The MHC molecules have been known to play predominant roles in host responses to viral infections and the consequences of virus infection on the expression of MHC molecules are varied. The expression of MHC-I molecules is known to decrease upon infection with many viruses such as HIV, MCMV, HCMV, Adv, and EBV. In contrast, infection with flavivirus such as West Nile Virus (WNV) has been shown to increase the cell surface expression of both MHC-I and MHC-II molecules. It has been reported previously that WNV infection increases the cell surface expression of adhesion molecules such as ICAM-1, VCAM-1 as well as E-Selectin and these changes were mediated directly by WNV and not by soluble cytokines.
In contrast to classical MHC-I molecules, the nonclassical MHC-I molecules do not belong to a single group of structurally and functionally homologous proteins and normally have lower cell surface expression. Earlier studies have shown that the expression of nonclassical MHC-I molecules were induced during infection with JHM strain of mouse hepatitis virus (MHV). However, the functional significance of this induction is unclear. Expression of nonclassical MHC-I molecules upon flaviviral infection is not very well understood.
In this thesis, evidence is presented that JEV infection induces the expression of both classical and nonclassical MHC-I molecules on primary mouse brain astrocytes, mouse embryonic fibroblasts (MEFs) and H6 (hepatoma cell).
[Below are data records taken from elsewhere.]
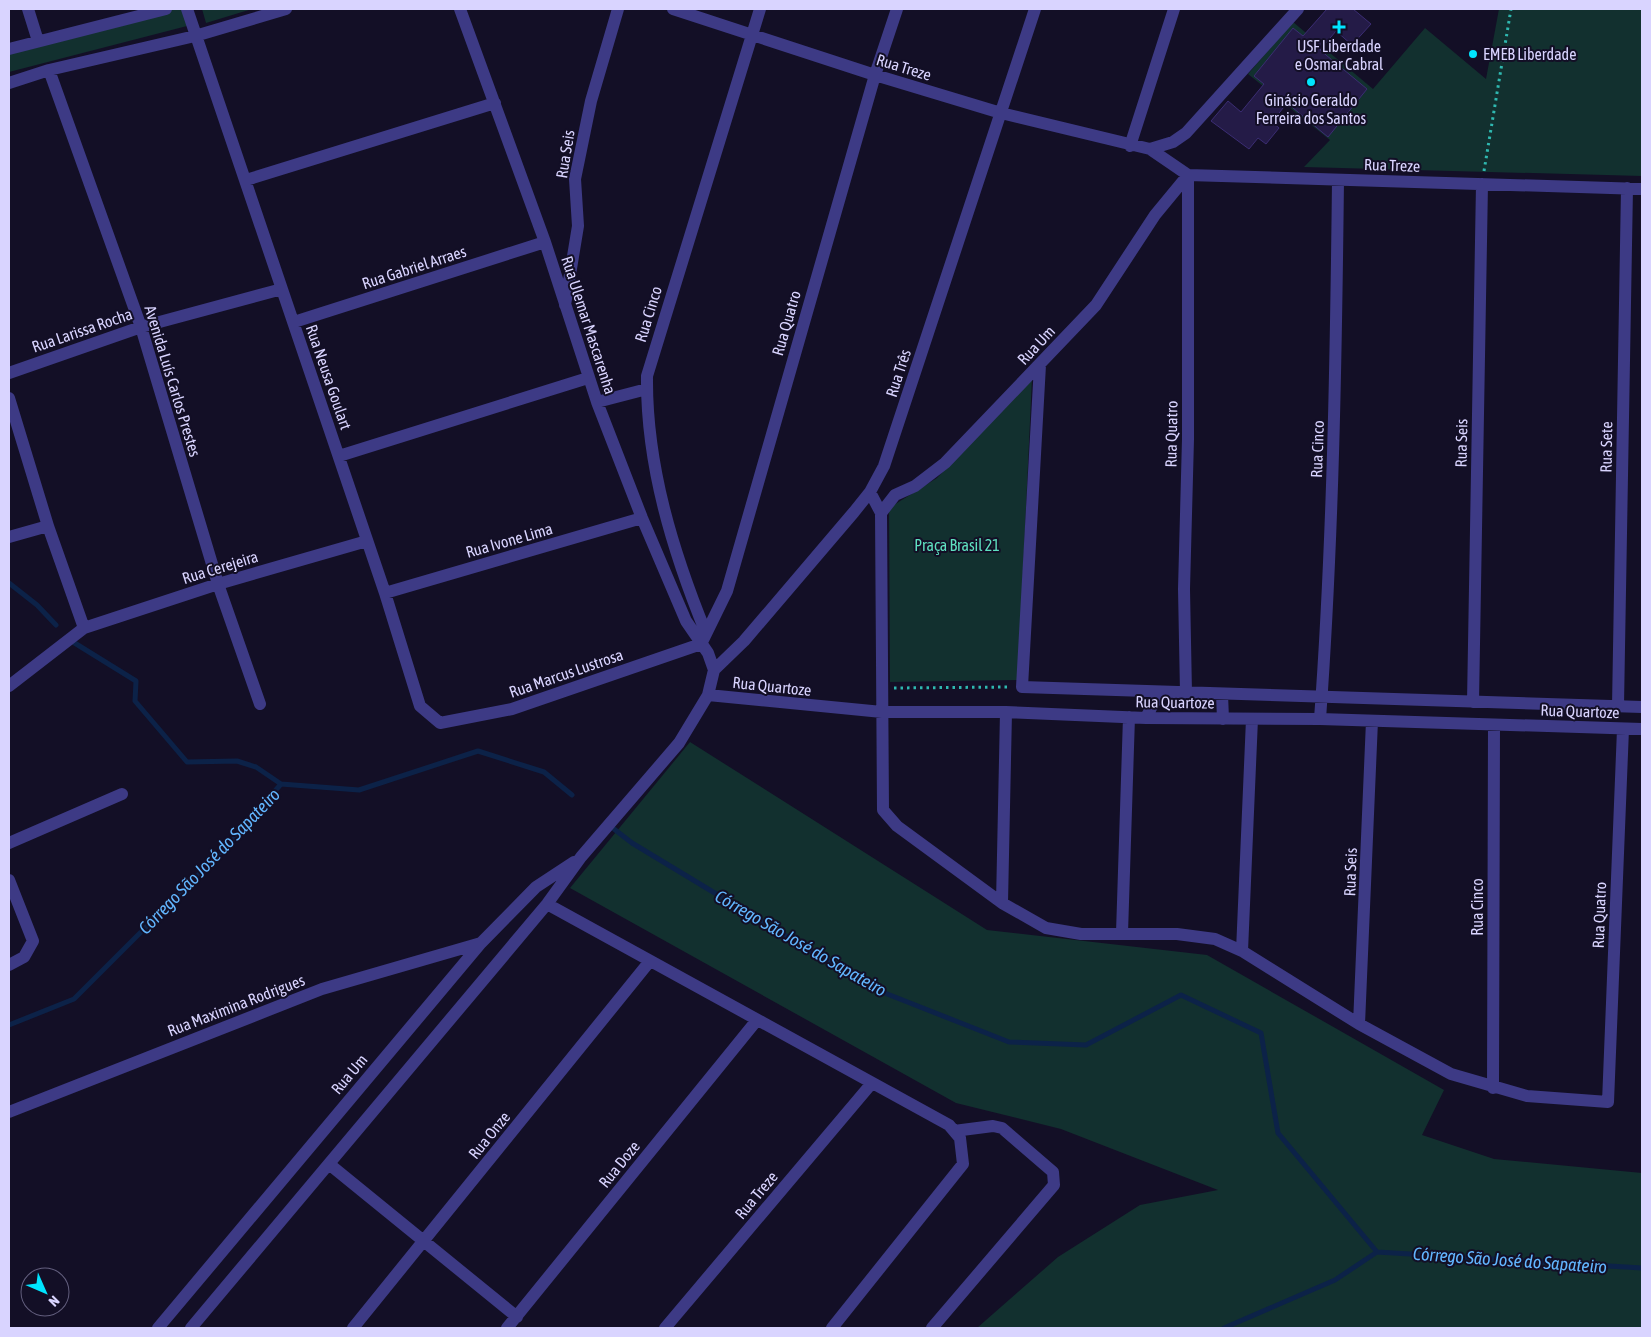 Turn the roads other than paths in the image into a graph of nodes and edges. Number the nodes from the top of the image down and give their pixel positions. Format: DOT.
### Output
graph roads {
  1 [pos="28,9"];
  2 [pos="166,9"];
  3 [pos="187,9"];
  4 [pos="286,9"];
  5 [pos="460,9"];
  6 [pos="618,9"];
  7 [pos="673,9"];
  8 [pos="760,9"];
  9 [pos="897,9"];
  10 [pos="1035,9"];
  11 [pos="1174,9"];
  12 [pos="1298,9"];
  13 [pos="752,34"];
  14 [pos="195,36"];
  15 [pos="38,41"];
  16 [pos="9,50"];
  17 [pos="49,70"];
  18 [pos="875,75"];
  19 [pos="9,83"];
  20 [pos="495,103"];
  21 [pos="1001,112"];
  22 [pos="1130,146"];
  23 [pos="1150,149"];
  24 [pos="1188,175"];
  25 [pos="246,180"];
  26 [pos="1338,180"];
  27 [pos="1482,184"];
  28 [pos="1627,188"];
  29 [pos="1642,189"];
  30 [pos="545,242"];
  31 [pos="282,288"];
  32 [pos="565,308"];
  33 [pos="294,322"];
  34 [pos="141,327"];
  35 [pos="1040,365"];
  36 [pos="9,373"];
  37 [pos="588,378"];
  38 [pos="647,389"];
  39 [pos="9,398"];
  40 [pos="597,402"];
  41 [pos="339,456"];
  42 [pos="870,492"];
  43 [pos="881,513"];
  44 [pos="642,518"];
  45 [pos="48,526"];
  46 [pos="9,537"];
  47 [pos="367,540"];
  48 [pos="218,584"];
  49 [pos="385,593"];
  50 [pos="84,628"];
  51 [pos="703,639"];
  52 [pos="714,670"];
  53 [pos="9,686"];
  54 [pos="1163,692"];
  55 [pos="1186,693"];
  56 [pos="1222,694"];
  57 [pos="708,695"];
  58 [pos="1321,697"];
  59 [pos="1473,702"];
  60 [pos="260,704"];
  61 [pos="1618,706"];
  62 [pos="1642,707"];
  63 [pos="882,712"];
  64 [pos="1006,712"];
  65 [pos="1129,717"];
  66 [pos="1146,718"];
  67 [pos="1223,719"];
  68 [pos="1252,719"];
  69 [pos="1320,719"];
  70 [pos="1372,720"];
  71 [pos="440,723"];
  72 [pos="1494,725"];
  73 [pos="1623,729"];
  74 [pos="1642,730"];
  75 [pos="122,794"];
  76 [pos="9,843"];
  77 [pos="581,857"];
  78 [pos="9,880"];
  79 [pos="1002,903"];
  80 [pos="547,904"];
  81 [pos="1122,933"];
  82 [pos="480,943"];
  83 [pos="1242,950"];
  84 [pos="650,961"];
  85 [pos="9,965"];
  86 [pos="757,1020"];
  87 [pos="1360,1024"];
  88 [pos="872,1083"];
  89 [pos="1493,1088"];
  90 [pos="9,1112"];
  91 [pos="954,1131"];
  92 [pos="329,1164"];
  93 [pos="424,1242"];
  94 [pos="516,1317"];
  95 [pos="158,1328"];
  96 [pos="191,1328"];
  97 [pos="353,1328"];
  98 [pos="507,1328"];
  99 [pos="665,1328"];
  100 [pos="832,1328"];
  101 [pos="932,1328"];
  1 -- 15 [label="street"];
  2 -- 15 [label="street"];
  3 -- 14 [label="street, Rua Neusa Goulart"];
  4 -- 14 [label="street"];
  5 -- 20 [label="street, Rua Ulemar Mascarenha"];
  6 -- 32 [label="street, Rua Seis"];
  7 -- 13 [label="street, Rua Treze"];
  8 -- 13 [label="street, Rua Cinco"];
  9 -- 18 [label="street, Rua Quatro"];
  10 -- 21 [label="street, Rua Três"];
  11 -- 22 [label="street"];
  12 -- 23 [label="street"];
  13 -- 18 [label="street, Rua Treze"];
  13 -- 38 [label="street, Rua Cinco"];
  14 -- 17 [label="street"];
  14 -- 25 [label="street, Rua Neusa Goulart"];
  15 -- 16 [label="street"];
  17 -- 19 [label="street"];
  17 -- 34 [label="street, Avenida Luís Carlos Prestes"];
  18 -- 21 [label="street, Rua Treze"];
  18 -- 51 [label="street, Rua Quatro"];
  20 -- 25 [label="street"];
  20 -- 30 [label="street, Rua Ulemar Mascarenha"];
  21 -- 22 [label="street, Rua Treze"];
  21 -- 42 [label="street, Rua Três"];
  22 -- 23 [label="street"];
  23 -- 24 [label="street"];
  24 -- 26 [label="street, Rua Treze"];
  24 -- 35 [label="street, Rua Um"];
  24 -- 55 [label="street, Rua Quatro"];
  25 -- 31 [label="street, Rua Neusa Goulart"];
  26 -- 27 [label="street, Rua Treze"];
  26 -- 58 [label="street, Rua Cinco"];
  27 -- 28 [label="street, Rua Treze"];
  27 -- 59 [label="street, Rua Seis"];
  28 -- 29 [label="street, Rua Treze"];
  28 -- 61 [label="street, Rua Sete"];
  30 -- 32 [label="street, Rua Ulemar Mascarenha"];
  30 -- 33 [label="street, Rua Gabriel Arraes"];
  31 -- 33 [label="street, Rua Neusa Goulart"];
  31 -- 34 [label="street, Rua Larissa Rocha"];
  32 -- 37 [label="street, Rua Ulemar Mascarenha"];
  33 -- 41 [label="street, Rua Neusa Goulart"];
  34 -- 36 [label="street, Rua Larissa Rocha"];
  34 -- 48 [label="street, Avenida Luís Carlos Prestes"];
  35 -- 43 [label="street, Rua Um"];
  35 -- 54 [label="street, Rua Quartoze"];
  37 -- 40 [label="street, Rua Ulemar Mascarenha"];
  37 -- 41 [label="street"];
  38 -- 40 [label="street"];
  38 -- 51 [label="street, Rua Cinco"];
  39 -- 45 [label="street"];
  40 -- 44 [label="street, Rua Ulemar Mascarenha"];
  41 -- 47 [label="street, Rua Neusa Goulart"];
  42 -- 43 [label="street"];
  42 -- 52 [label="street, Rua Três"];
  43 -- 63 [label="street"];
  44 -- 49 [label="street, Rua Ivone Lima"];
  44 -- 51 [label="street, Rua Ulemar Mascarenha"];
  45 -- 46 [label="street"];
  45 -- 50 [label="street"];
  47 -- 48 [label="street, Rua Cerejeira"];
  47 -- 49 [label="street, Rua Neusa Goulart"];
  48 -- 50 [label="street, Rua Cerejeira"];
  48 -- 60 [label="street, Avenida Luís Carlos Prestes"];
  49 -- 71 [label="street, Rua Neusa Goulart"];
  50 -- 53 [label="street, Rua Cerejeira"];
  51 -- 52 [label="street"];
  51 -- 71 [label="street, Rua Marcus Lustrosa"];
  52 -- 57 [label="street, Rua Um"];
  54 -- 55 [label="street, Rua Quartoze"];
  54 -- 66 [label="street"];
  55 -- 56 [label="street, Rua Quartoze"];
  56 -- 58 [label="street, Rua Quartoze"];
  56 -- 67 [label="street"];
  57 -- 63 [label="street, Rua Quartoze"];
  57 -- 77 [label="street, Rua Um"];
  58 -- 59 [label="street, Rua Quartoze"];
  58 -- 69 [label="street, Rua Cinco"];
  59 -- 61 [label="street, Rua Quartoze"];
  61 -- 62 [label="street, Rua Quartoze"];
  63 -- 64 [label="street, Rua Quartoze"];
  63 -- 79 [label="street"];
  64 -- 65 [label="street, Rua Quartoze"];
  64 -- 79 [label="street"];
  65 -- 66 [label="street, Rua Quartoze"];
  65 -- 81 [label="street"];
  66 -- 67 [label="street, Rua Quartoze"];
  67 -- 68 [label="street, Rua Quartoze"];
  68 -- 69 [label="street, Rua Quartoze"];
  68 -- 83 [label="street"];
  69 -- 70 [label="street, Rua Quartoze"];
  70 -- 72 [label="street, Rua Quartoze"];
  70 -- 87 [label="street, Rua Seis"];
  72 -- 73 [label="street, Rua Quartoze"];
  72 -- 89 [label="street, Rua Cinco"];
  73 -- 74 [label="street, Rua Quartoze"];
  73 -- 89 [label="street, Rua Quatro"];
  75 -- 76 [label="street"];
  77 -- 80 [label="street, Rua Um"];
  77 -- 82 [label="street, Rua Um"];
  78 -- 85 [label="street"];
  79 -- 81 [label="street"];
  80 -- 84 [label="street"];
  80 -- 92 [label="street, Rua Um"];
  81 -- 83 [label="street"];
  82 -- 90 [label="street, Rua Maximina Rodrigues"];
  82 -- 95 [label="street, Rua Um"];
  83 -- 87 [label="street"];
  84 -- 86 [label="street"];
  84 -- 93 [label="street, Rua Onze"];
  86 -- 88 [label="street"];
  86 -- 94 [label="street, Rua Doze"];
  87 -- 89 [label="street"];
  88 -- 91 [label="street"];
  88 -- 99 [label="street, Rua Treze"];
  91 -- 100 [label="street"];
  91 -- 101 [label="street"];
  92 -- 93 [label="street"];
  92 -- 96 [label="street, Rua Um"];
  93 -- 94 [label="street"];
  93 -- 97 [label="street, Rua Onze"];
  94 -- 98 [label="street, Rua Doze"];
}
The levels of adhesion molecules as well as molecules involved in antigen processing and presentation were also analyzed and our results clearly demonstrate that JEV infection induces their expression on astrocytes, MEFs and H6. The role of NF-κB and type-I IFNs in the induction of classical and nonclassical MHC-I molecules as well as molecules involved in antigen processing and presentation were also analyzed and our results demonstrated that type-I IFN mediated signaling is responsible for the induction of these molecules during JEV infection.
Chapter 1 discusses the innate and adaptive immune system, the role of classical and nonclassical MHC molecules in the initiation of immune response and diverse strategies adapted by different viruses to evade the immune response. It also includes a detailed discussion about the IFN and NF-κB signaling pathways and their modulation by viral infection. Finally, the genome organization, epidemiology, transmission cycle, pathogenesis and pathology, clinical features, humoral as well as cell mediated immune response to JEV infection and the current vaccine status to JEV infection are briefly discussed.
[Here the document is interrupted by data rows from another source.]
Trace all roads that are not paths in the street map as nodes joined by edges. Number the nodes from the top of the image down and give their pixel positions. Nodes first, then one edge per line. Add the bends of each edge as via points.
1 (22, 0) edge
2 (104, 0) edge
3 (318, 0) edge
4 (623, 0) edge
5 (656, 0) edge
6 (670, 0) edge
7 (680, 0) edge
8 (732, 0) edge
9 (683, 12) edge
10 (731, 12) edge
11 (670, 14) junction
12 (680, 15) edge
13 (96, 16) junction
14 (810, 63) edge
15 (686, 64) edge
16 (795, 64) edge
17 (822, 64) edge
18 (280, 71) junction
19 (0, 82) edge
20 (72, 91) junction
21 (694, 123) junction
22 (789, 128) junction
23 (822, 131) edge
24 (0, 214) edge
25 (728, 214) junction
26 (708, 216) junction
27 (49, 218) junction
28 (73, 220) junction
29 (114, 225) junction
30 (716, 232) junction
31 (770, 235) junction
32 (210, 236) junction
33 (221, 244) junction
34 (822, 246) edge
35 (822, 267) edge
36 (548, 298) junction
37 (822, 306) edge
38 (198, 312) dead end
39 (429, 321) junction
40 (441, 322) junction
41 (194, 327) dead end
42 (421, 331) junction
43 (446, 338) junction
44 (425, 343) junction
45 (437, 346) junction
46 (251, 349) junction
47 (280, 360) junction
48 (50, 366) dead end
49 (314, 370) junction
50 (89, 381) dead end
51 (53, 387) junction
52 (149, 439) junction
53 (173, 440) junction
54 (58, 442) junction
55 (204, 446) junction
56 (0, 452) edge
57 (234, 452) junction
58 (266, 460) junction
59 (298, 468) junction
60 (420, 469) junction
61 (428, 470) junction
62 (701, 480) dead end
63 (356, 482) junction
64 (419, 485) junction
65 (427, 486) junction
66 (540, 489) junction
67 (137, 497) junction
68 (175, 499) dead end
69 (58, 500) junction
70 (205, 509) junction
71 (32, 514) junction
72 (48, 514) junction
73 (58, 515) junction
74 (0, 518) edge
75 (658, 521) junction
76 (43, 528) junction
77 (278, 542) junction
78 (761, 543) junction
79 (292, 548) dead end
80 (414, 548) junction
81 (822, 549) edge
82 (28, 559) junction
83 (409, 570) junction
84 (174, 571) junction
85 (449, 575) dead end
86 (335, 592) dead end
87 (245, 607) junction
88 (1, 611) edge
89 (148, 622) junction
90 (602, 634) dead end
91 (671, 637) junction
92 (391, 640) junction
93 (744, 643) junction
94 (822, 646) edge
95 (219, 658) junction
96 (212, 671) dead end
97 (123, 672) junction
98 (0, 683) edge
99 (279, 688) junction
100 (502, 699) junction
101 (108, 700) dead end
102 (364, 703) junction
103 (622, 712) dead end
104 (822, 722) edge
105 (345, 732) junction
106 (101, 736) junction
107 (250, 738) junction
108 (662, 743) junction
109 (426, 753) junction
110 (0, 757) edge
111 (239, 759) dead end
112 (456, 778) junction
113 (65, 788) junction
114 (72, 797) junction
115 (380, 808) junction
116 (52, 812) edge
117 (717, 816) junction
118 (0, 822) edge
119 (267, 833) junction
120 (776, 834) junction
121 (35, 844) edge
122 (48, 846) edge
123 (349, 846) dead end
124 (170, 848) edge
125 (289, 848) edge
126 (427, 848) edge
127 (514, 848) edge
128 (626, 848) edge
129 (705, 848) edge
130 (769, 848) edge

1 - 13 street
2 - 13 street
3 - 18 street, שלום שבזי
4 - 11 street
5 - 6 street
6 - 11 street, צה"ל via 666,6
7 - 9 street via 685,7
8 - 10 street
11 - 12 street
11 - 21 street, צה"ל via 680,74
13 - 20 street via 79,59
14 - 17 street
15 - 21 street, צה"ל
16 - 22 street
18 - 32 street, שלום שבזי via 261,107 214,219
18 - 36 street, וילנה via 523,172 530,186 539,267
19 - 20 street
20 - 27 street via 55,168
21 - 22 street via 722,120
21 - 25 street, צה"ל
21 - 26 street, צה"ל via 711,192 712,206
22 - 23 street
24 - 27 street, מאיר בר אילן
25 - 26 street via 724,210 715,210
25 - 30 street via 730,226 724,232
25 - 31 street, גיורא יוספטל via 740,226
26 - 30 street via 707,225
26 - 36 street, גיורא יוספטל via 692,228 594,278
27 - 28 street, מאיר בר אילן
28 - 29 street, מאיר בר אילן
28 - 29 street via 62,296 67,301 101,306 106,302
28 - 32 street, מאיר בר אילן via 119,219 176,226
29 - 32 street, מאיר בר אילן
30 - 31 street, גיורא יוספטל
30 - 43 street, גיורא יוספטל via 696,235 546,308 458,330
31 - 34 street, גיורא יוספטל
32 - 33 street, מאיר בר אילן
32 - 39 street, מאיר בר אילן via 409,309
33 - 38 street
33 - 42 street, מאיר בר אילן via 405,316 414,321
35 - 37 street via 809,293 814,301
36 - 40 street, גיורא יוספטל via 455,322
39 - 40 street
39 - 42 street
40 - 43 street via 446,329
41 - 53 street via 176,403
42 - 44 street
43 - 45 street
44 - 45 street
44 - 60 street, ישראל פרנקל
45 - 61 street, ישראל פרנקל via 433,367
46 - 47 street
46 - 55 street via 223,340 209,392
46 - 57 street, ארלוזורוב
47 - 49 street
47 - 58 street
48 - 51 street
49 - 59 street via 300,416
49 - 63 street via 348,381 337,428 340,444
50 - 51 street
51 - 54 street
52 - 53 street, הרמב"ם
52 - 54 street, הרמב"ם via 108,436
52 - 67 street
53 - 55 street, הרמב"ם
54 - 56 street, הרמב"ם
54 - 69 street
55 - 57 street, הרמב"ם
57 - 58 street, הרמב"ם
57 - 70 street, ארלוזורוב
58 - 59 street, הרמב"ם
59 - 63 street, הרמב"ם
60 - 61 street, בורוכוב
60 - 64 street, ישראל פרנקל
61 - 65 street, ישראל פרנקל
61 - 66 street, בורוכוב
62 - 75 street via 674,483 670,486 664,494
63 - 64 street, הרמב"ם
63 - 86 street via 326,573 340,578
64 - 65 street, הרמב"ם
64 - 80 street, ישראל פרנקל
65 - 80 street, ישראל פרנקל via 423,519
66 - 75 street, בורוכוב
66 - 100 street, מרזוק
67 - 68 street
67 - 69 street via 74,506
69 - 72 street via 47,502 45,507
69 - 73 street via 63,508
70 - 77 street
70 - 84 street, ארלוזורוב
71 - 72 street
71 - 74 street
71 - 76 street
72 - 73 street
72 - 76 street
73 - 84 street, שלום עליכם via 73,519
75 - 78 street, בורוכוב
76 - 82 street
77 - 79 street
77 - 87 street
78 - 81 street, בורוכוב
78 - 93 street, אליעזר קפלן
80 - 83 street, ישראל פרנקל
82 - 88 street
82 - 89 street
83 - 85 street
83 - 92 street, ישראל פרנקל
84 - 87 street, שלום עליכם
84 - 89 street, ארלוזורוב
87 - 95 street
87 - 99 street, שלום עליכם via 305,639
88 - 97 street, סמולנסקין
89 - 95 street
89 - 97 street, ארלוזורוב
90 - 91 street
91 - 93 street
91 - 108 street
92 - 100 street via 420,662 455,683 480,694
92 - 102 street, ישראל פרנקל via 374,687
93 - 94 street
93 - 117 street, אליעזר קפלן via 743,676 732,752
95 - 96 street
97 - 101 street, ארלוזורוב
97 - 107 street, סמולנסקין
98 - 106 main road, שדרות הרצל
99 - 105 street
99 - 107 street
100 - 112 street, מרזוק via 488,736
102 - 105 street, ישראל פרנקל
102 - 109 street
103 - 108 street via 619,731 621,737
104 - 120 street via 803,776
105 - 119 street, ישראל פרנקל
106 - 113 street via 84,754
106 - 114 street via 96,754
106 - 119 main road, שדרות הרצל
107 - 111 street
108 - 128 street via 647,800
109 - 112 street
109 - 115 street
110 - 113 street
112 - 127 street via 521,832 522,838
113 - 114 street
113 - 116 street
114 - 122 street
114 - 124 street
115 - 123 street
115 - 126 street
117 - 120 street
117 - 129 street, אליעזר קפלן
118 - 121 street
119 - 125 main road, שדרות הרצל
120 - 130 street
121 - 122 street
Chapter 2 describes the general materials and methods used in this study. It includes the details of the reagents and cell lines used in the experiments. It also discusses the various techniques such as RT-PCR, FACS analysis, EMSA and ELISA.
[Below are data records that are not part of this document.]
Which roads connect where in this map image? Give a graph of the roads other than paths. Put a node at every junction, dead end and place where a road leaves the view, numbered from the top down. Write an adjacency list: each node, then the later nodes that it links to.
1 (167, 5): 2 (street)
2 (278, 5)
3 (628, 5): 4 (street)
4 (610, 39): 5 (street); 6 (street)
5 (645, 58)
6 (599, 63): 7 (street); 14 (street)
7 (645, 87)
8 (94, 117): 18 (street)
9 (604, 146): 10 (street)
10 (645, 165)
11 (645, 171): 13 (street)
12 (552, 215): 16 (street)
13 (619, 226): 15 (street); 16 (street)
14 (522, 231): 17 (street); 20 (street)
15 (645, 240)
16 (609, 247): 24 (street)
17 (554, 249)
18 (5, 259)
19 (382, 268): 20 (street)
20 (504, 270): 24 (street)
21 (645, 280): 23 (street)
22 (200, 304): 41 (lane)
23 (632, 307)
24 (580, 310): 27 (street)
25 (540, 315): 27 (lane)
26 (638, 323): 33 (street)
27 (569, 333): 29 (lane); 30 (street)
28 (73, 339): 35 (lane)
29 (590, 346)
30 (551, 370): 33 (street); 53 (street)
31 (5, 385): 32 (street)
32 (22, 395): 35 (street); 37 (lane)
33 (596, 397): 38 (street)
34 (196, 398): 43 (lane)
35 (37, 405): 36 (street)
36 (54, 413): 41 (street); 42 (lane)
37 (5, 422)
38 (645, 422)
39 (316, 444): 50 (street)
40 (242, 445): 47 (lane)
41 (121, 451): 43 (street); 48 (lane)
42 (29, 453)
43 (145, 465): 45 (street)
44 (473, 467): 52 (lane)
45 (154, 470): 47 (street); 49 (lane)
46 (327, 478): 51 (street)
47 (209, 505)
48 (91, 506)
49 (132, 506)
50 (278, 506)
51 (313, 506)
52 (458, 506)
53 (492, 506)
Chapter 3 focusses on the validation of different knockout MEFs used in the study as well as confirming the purity of primary astrocyte cultures established from pub brains. The susceptibility of various cells to JEV infection has also been investigated. Our results confirmed the authenticity of all the cells and the purity of primary astrocyte cultures used in the study. Our results also indicated that all the cells used in the study are susceptible to JEV infection.
Chapter 4 discusses the expression of MHC and related genes involved in immune response upon JEV infection of primary mouse brain astrocytes, MEFs and H6. Chapter 4 demonstrates for the first time that JEV infection induces the expression of nonclassical MHC-I or class Ib molecules namely Qa-1, Qb1 and T10 in addition to the induction of classical MHC-I molecules. In contrast to WNV, there was no increase in the cell surface expression of MHC-II molecules upon JEV infection of primary mouse brain astrocytes. JEV infection also induces the expression of adhesion molecules as well as molecules involved in antigen processing and presentation namely Tap1, Tap2, Tapasin, Lmp2, Lmp7 and Lmp10.
Chapter 5 demonstrates that JEV infection induces NF-κB activation in astrocytes and MEFs. Studies using MEFs deficient in classical and alternate pathways of NF-κB activation indicate that JEV activates the classical pathway of NF-κB activation and is dependent on canonical lKKβ/IKK2 activity. JEV infection of astrocytes, MEFs and H6 induces the production of type-I IFNs. To determine the mechanism of type-I IFN induction during JEV infection, MEFs deficient in NF-κB signaling and IFN signaling were used. Results indicate that type-I IFN production in MEFs occurs by both NF-κB dependent and independent mechanisms.
In contrast, the production of IFN-α was completely abrogated in IFNAR-\- MEFs whereas IFN-β production was greatly reduced. Production of type-I IFNs in IFNGR-\- MEFs is also reduced upon JEV infection but the reason for this is unclear.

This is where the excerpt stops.